═══ Excerpted records
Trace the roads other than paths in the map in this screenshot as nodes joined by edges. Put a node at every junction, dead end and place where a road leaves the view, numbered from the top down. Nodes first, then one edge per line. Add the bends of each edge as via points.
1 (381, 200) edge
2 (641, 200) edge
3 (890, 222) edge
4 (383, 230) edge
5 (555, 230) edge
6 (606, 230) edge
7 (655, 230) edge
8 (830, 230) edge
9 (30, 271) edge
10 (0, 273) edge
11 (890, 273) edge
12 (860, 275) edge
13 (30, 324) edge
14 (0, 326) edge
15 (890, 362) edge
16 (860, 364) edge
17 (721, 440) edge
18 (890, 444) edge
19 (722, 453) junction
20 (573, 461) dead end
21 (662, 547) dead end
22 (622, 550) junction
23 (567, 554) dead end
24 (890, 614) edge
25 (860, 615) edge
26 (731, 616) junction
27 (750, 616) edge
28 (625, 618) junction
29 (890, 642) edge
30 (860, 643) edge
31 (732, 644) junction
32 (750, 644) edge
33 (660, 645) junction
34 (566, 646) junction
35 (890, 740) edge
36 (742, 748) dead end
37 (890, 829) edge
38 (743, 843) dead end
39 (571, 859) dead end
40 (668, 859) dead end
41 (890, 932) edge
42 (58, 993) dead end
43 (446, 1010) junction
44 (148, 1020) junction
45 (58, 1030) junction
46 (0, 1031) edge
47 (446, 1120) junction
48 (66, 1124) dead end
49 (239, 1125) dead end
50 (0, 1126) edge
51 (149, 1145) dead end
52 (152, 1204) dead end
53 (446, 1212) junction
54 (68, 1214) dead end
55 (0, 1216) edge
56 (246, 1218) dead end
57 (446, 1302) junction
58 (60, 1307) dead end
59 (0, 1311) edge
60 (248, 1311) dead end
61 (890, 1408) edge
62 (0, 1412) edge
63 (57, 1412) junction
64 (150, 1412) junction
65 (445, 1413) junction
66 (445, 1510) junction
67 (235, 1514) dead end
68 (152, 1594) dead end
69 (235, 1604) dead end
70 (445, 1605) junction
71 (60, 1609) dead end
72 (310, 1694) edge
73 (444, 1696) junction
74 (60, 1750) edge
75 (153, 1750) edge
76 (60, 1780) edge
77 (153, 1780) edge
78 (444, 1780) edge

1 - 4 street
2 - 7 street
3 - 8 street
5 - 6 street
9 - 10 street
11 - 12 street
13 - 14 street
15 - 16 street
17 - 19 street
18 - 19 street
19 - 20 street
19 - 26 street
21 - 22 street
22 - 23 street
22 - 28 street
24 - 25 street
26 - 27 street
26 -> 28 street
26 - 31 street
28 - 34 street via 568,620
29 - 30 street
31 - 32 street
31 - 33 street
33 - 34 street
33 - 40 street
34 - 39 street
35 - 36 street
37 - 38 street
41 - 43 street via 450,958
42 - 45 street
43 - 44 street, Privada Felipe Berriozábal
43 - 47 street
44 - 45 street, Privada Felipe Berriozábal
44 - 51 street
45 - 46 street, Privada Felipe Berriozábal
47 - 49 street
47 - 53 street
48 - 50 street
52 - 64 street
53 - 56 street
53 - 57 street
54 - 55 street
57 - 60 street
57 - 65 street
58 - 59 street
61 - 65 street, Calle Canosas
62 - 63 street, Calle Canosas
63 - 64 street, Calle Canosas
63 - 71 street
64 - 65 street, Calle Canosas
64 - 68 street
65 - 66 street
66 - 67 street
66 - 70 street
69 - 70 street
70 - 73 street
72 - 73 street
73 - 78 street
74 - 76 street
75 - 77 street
══════
Aim of the task: From the records, copy every line that has the string "Berriozábal" in it.

Answer space:
43 - 44 street, Privada Felipe Berriozábal
44 - 45 street, Privada Felipe Berriozábal
45 - 46 street, Privada Felipe Berriozábal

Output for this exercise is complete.